Conference: ACL 2026
arXiv: 2510.26615
Code: SlideAgent
Area: Information Retrieval / Document Understanding
Keywords: Multi-page document understanding, hierarchical agent, visual document QA, slide understanding, element-level reasoning

TL;DR

SlideAgent is proposed as a hierarchical agentic framework that constructs structured knowledge representations through three specialized levels—global, page, and element. It significantly enhances fine-grained understanding of multi-page visual documents, particularly slides.

Background & Motivation

Background: Multi-page visual documents (e.g., financial reports, academic presentations, technical manuals) are prevalent in high-stakes fields such as finance, science, and education. These documents rely not only on text but also on layout, icons, color coding, and cross-page references to convey information.

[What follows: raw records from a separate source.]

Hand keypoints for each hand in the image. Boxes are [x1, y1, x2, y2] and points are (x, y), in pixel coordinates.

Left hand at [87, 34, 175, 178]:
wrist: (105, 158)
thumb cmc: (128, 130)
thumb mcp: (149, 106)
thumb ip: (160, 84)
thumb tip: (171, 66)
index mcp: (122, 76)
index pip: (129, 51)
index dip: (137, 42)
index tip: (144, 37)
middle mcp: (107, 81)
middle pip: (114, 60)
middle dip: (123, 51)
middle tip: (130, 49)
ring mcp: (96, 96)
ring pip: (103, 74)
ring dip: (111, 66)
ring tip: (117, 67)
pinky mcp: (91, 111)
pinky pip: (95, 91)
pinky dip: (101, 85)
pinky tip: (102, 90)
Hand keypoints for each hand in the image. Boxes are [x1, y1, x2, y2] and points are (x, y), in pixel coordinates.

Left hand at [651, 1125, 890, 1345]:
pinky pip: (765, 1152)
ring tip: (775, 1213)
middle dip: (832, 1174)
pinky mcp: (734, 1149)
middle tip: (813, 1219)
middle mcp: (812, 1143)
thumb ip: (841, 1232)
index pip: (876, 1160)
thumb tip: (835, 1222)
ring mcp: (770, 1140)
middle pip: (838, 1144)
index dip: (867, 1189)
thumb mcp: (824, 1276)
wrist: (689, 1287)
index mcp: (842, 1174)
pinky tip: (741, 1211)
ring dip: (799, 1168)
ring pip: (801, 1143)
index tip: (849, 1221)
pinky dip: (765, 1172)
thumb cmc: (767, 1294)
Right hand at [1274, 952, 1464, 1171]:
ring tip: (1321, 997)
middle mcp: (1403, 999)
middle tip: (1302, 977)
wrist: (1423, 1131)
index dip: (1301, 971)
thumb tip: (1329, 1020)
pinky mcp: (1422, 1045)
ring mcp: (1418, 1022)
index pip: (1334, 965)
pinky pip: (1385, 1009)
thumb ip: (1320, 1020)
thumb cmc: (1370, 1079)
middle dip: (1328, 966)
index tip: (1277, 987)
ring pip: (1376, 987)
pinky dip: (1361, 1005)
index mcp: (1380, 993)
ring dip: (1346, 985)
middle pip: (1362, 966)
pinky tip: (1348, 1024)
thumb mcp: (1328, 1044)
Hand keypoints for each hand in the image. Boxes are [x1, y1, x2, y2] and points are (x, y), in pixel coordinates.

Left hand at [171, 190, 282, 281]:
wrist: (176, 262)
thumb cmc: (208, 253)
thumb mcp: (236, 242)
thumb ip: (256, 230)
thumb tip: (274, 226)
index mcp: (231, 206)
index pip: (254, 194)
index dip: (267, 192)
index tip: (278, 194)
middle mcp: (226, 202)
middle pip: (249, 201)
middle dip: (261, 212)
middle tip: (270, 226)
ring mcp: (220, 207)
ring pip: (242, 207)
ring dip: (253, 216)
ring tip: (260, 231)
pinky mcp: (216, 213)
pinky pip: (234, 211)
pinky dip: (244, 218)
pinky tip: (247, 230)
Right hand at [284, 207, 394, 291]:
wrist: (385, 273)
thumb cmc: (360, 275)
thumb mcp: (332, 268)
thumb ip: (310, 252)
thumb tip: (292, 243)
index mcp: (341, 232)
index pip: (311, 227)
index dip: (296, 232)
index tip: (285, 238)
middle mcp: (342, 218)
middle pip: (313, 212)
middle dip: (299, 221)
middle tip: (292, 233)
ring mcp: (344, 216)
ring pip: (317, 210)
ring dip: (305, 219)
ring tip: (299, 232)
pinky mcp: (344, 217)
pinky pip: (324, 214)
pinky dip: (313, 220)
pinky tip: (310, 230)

Limitations of Prior Work: Current Multi-modal Large Language Models (MLLMs) face three challenges in multi-page visual document understanding: (1) Insufficient fine-grained reasoning — MLLMs tend to process pages holistically, ignoring element-level details (e.g., specific data segments in charts); (2) Lack of domain-specific visual semantics — pre-training based on natural images results in poor understanding of professional charts, icon meanings, and spatial layouts; (3) Metadata dependency — many systems rely on clean document metadata (e.g., chart bounding boxes, hierarchical labels), which is often missing or corrupted in real-world scenarios.

Key Challenge: MLLMs may fail when reasoning about a full page (e.g., miscounting categories in a chart) but can correctly identify information once relevant charts are cropped. This indicates that models possess reasoning capabilities but lack effective fine-grained information extraction mechanisms.

Goal: To build a universal agent framework capable of processing multi-page multi-modal documents without relying on metadata, achieving precise document understanding through hierarchical knowledge construction and selective agent activation.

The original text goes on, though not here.